* What needs to be done:
Every line in the entries where "Drive" is found should be copied.

------------------------------------

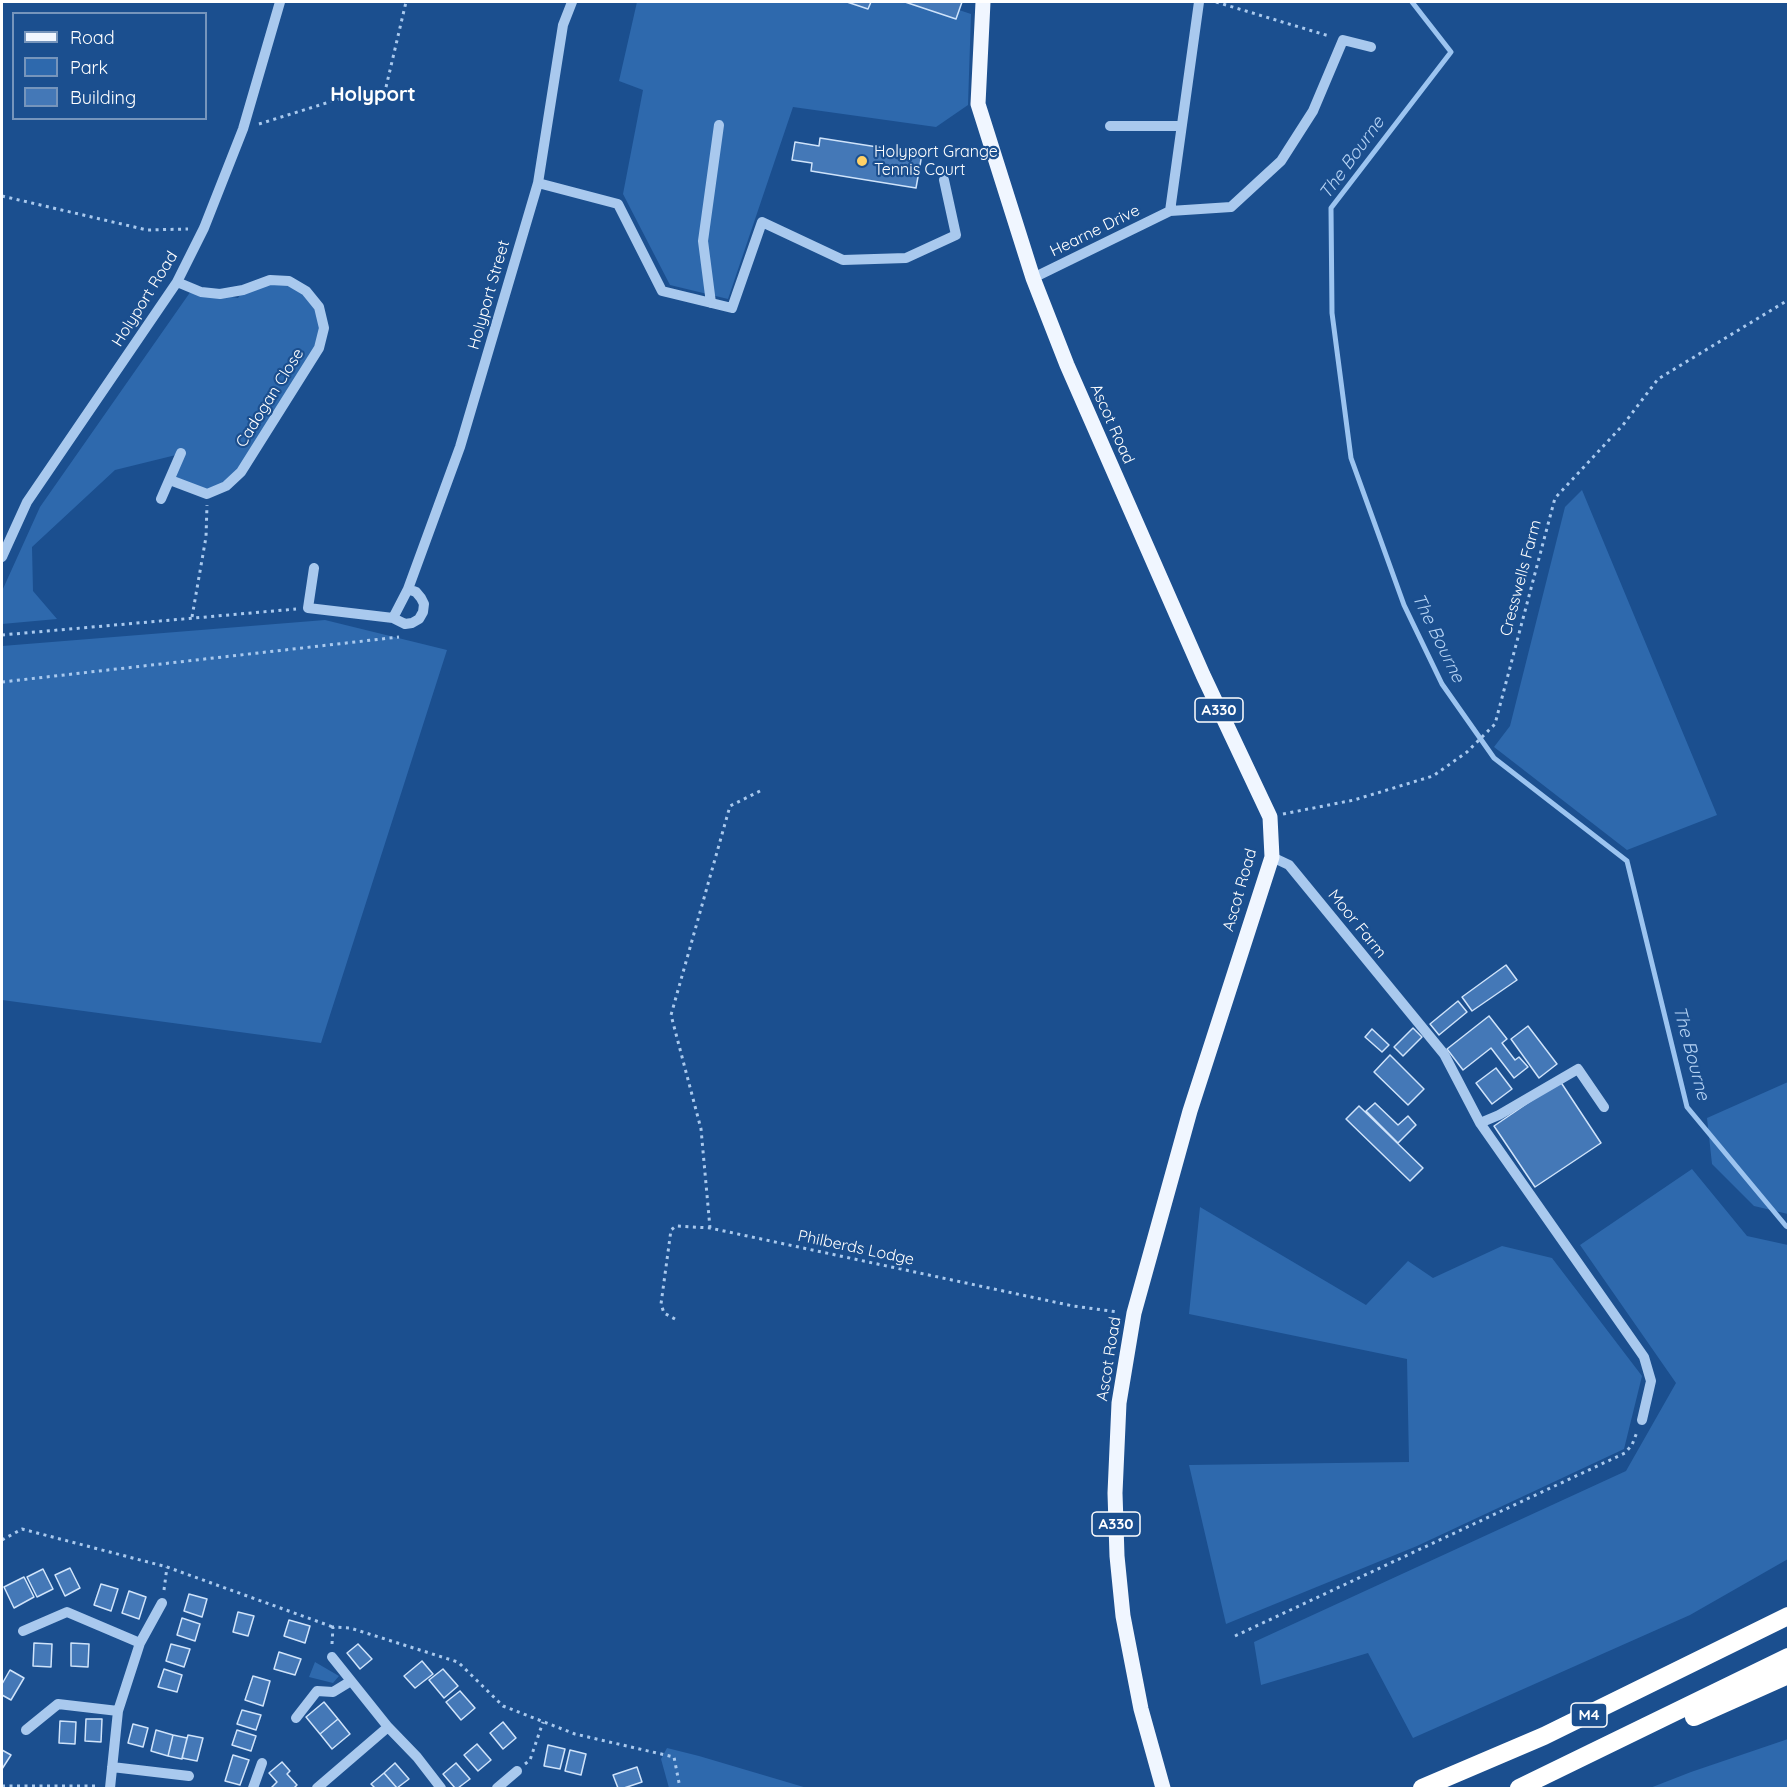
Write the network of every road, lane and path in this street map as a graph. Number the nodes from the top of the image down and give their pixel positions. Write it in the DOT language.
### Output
graph roads {
  1 [pos="280,2"];
  2 [pos="406,2"];
  3 [pos="572,2"];
  4 [pos="983,2"];
  5 [pos="1199,2"];
  6 [pos="1216,2"];
  7 [pos="1343,40"];
  8 [pos="1371,47"];
  9 [pos="719,125"];
  10 [pos="1110,126"];
  11 [pos="1181,126"];
  12 [pos="243,129"];
  13 [pos="944,180"];
  14 [pos="538,183"];
  15 [pos="2,196"];
  16 [pos="1170,211"];
  17 [pos="204,228"];
  18 [pos="1033,278"];
  19 [pos="177,282"];
  20 [pos="1788,300"];
  21 [pos="711,303"];
  22 [pos="181,453"];
  23 [pos="170,480"];
  24 [pos="207,494"];
  25 [pos="161,499"];
  26 [pos="2,557"];
  27 [pos="314,568"];
  28 [pos="408,590"];
  29 [pos="308,608"];
  30 [pos="192,618"];
  31 [pos="393,618"];
  32 [pos="405,624"];
  33 [pos="2,635"];
  34 [pos="2,682"];
  35 [pos="764,789"];
  36 [pos="1270,816"];
  37 [pos="1272,857"];
  38 [pos="1604,1107"];
  39 [pos="1480,1123"];
  40 [pos="710,1228"];
  41 [pos="1134,1313"];
  42 [pos="675,1319"];
  43 [pos="1642,1420"];
  44 [pos="2,1540"];
  45 [pos="167,1567"];
  46 [pos="162,1603"];
  47 [pos="1788,1606"];
  48 [pos="1788,1616"];
  49 [pos="333,1626"];
  50 [pos="23,1630"];
  51 [pos="1235,1636"];
  52 [pos="1747,1636"];
  53 [pos="140,1643"];
  54 [pos="332,1657"];
  55 [pos="1788,1657"];
  56 [pos="1788,1675"];
  57 [pos="351,1681"];
  58 [pos="118,1711"];
  59 [pos="296,1718"];
  60 [pos="543,1722"];
  61 [pos="388,1727"];
  62 [pos="26,1730"];
  63 [pos="262,1763"];
  64 [pos="112,1767"];
  65 [pos="517,1771"];
  66 [pos="189,1776"];
  67 [pos="2,1786"];
  68 [pos="110,1787"];
  69 [pos="253,1788"];
  70 [pos="317,1788"];
  71 [pos="441,1788"];
  72 [pos="497,1788"];
  73 [pos="680,1788"];
  74 [pos="1163,1788"];
  75 [pos="1422,1788"];
  76 [pos="1519,1788"];
  77 [pos="1524,1788"];
  1 -- 12 [label="street, Holyport Road"];
  2 -- 12 [label="path"];
  3 -- 14 [label="street, Holyport Street"];
  4 -- 18 [label="main road, Ascot Road / A330"];
  5 -- 11 [label="street"];
  6 -- 7 [label="path"];
  7 -- 8 [label="street"];
  7 -- 16 [label="street, Hearne Drive"];
  9 -- 21 [label="street"];
  10 -- 11 [label="street"];
  11 -- 16 [label="street"];
  12 -- 17 [label="street, Holyport Road"];
  13 -- 21 [label="street"];
  14 -- 21 [label="street"];
  14 -- 28 [label="street, Holyport Street"];
  15 -- 17 [label="path"];
  16 -- 18 [label="street, Hearne Drive"];
  17 -- 19 [label="street, Holyport Road"];
  18 -- 36 [label="main road, Ascot Road / A330"];
  19 -- 24 [label="street, Cadogan Close"];
  19 -- 26 [label="street, Holyport Road"];
  20 -- 36 [label="path, Cresswells Farm"];
  22 -- 23 [label="street"];
  23 -- 24 [label="street"];
  23 -- 25 [label="street"];
  24 -- 30 [label="path"];
  27 -- 29 [label="street"];
  28 -- 31 [label="street, Holyport Street"];
  28 -- 32 [label="street"];
  29 -- 30 [label="path"];
  29 -- 31 [label="street"];
  30 -- 33 [label="path"];
  31 -- 32 [label="street"];
  32 -- 34 [label="path"];
  35 -- 40 [label="path"];
  36 -- 37 [label="main road, Ascot Road / A330"];
  37 -- 39 [label="street, Moor Farm"];
  37 -- 41 [label="main road, Ascot Road / A330"];
  38 -- 39 [label="street"];
  39 -- 43 [label="street, Moor Farm"];
  40 -- 41 [label="path, Philberds Lodge"];
  40 -- 42 [label="path, Philberds Lodge"];
  41 -- 74 [label="main road, Ascot Road / A330"];
  43 -- 51 [label="path"];
  44 -- 45 [label="path"];
  45 -- 46 [label="path"];
  45 -- 49 [label="path"];
  46 -- 53 [label="street"];
  47 -- 52 [label="highway, M4"];
  48 -- 52 [label="highway, M4"];
  49 -- 54 [label="path"];
  49 -- 60 [label="path"];
  50 -- 53 [label="street"];
  52 -- 75 [label="highway, M4"];
  53 -- 58 [label="street"];
  54 -- 57 [label="street"];
  55 -- 76 [label="highway, M4"];
  56 -- 77 [label="highway"];
  57 -- 59 [label="street"];
  57 -- 61 [label="street"];
  58 -- 62 [label="street"];
  58 -- 64 [label="street"];
  60 -- 65 [label="path"];
  60 -- 73 [label="path"];
  61 -- 70 [label="street"];
  61 -- 71 [label="street"];
  63 -- 69 [label="street"];
  64 -- 66 [label="street"];
  64 -- 68 [label="street"];
  65 -- 72 [label="street"];
  67 -- 68 [label="path"];
}
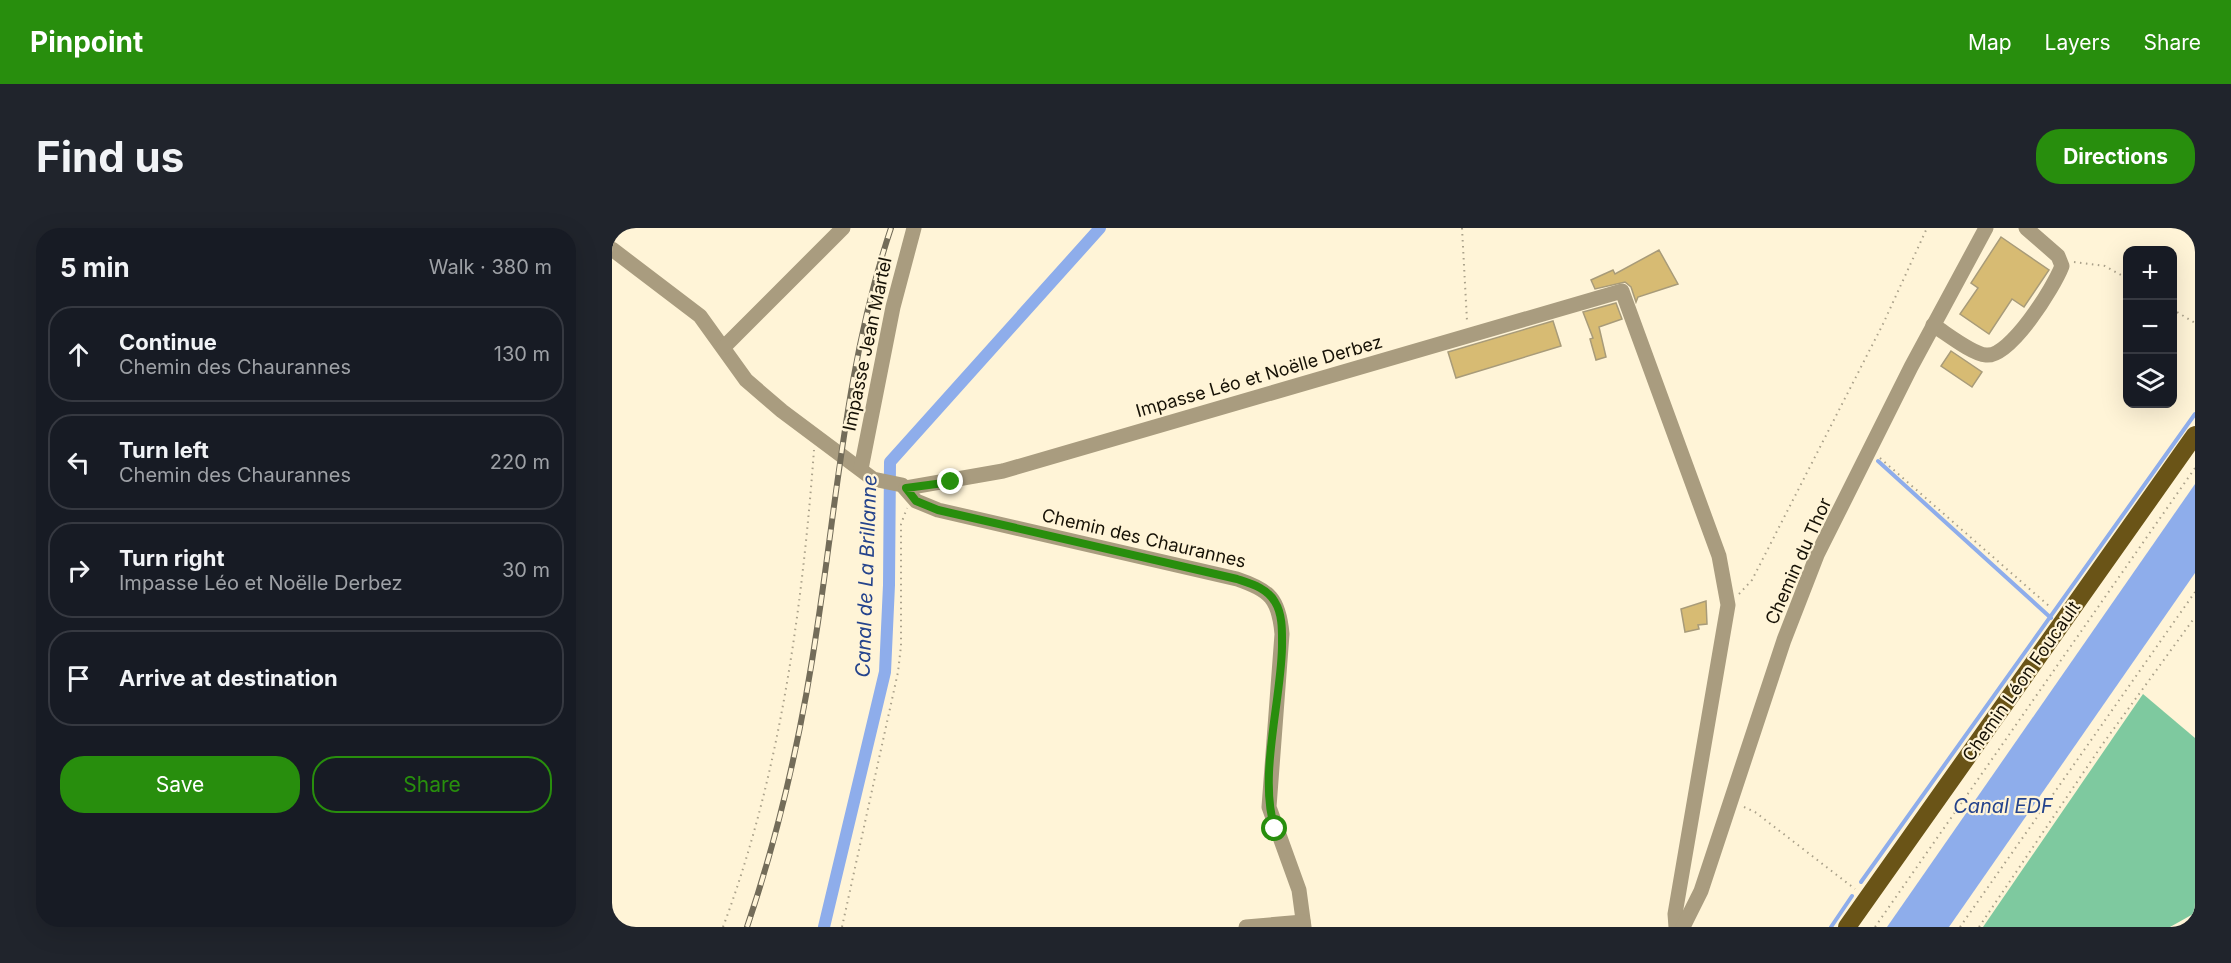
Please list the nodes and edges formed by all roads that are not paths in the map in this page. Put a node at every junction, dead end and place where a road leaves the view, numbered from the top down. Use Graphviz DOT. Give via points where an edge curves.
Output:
graph roads {
  1 [pos="843,228"];
  2 [pos="914,228"];
  3 [pos="1986,228"];
  4 [pos="2026,228"];
  5 [pos="612,249"];
  6 [pos="1933,325"];
  7 [pos="724,346"];
  8 [pos="2195,435"];
  9 [pos="861,469"];
  10 [pos="899,488"];
  11 [pos="1304,924"];
  12 [pos="1246,927"];
  13 [pos="1676,927"];
  14 [pos="1683,927"];
  15 [pos="1846,927"];
  1 -- 7 [label="street"];
  2 -- 9 [label="street, Impasse Jean Martel" via="893,307"];
  3 -- 6 [label="street, Chemin du Thor"];
  4 -- 6 [label="street" via="2061,262 2060,270 2019,335 1995,354 1980,353"];
  5 -- 7 [label="street" via="700,316"];
  6 -- 14 [label="street, Chemin du Thor" via="1817,555 1701,891"];
  7 -- 9 [label="street, Chemin des Chaurannes" via="751,385"];
  8 -- 15 [label="main road, Chemin Léon Foucault"];
  9 -- 10 [label="street, Chemin des Chaurannes"];
  10 -- 11 [label="street, Chemin des Chaurannes" via="955,514 1237,579 1270,595 1279,610 1282,634 1269,807 1299,890"];
  10 -- 13 [label="street, Impasse Léo et Noëlle Derbez" via="1003,471 1620,291 1719,556 1728,605 1674,917"];
  11 -- 12 [label="street"];
}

------------------------------------

* Result of this task:
  7 -- 16 [label="street, Hearne Drive"];
  16 -- 18 [label="street, Hearne Drive"];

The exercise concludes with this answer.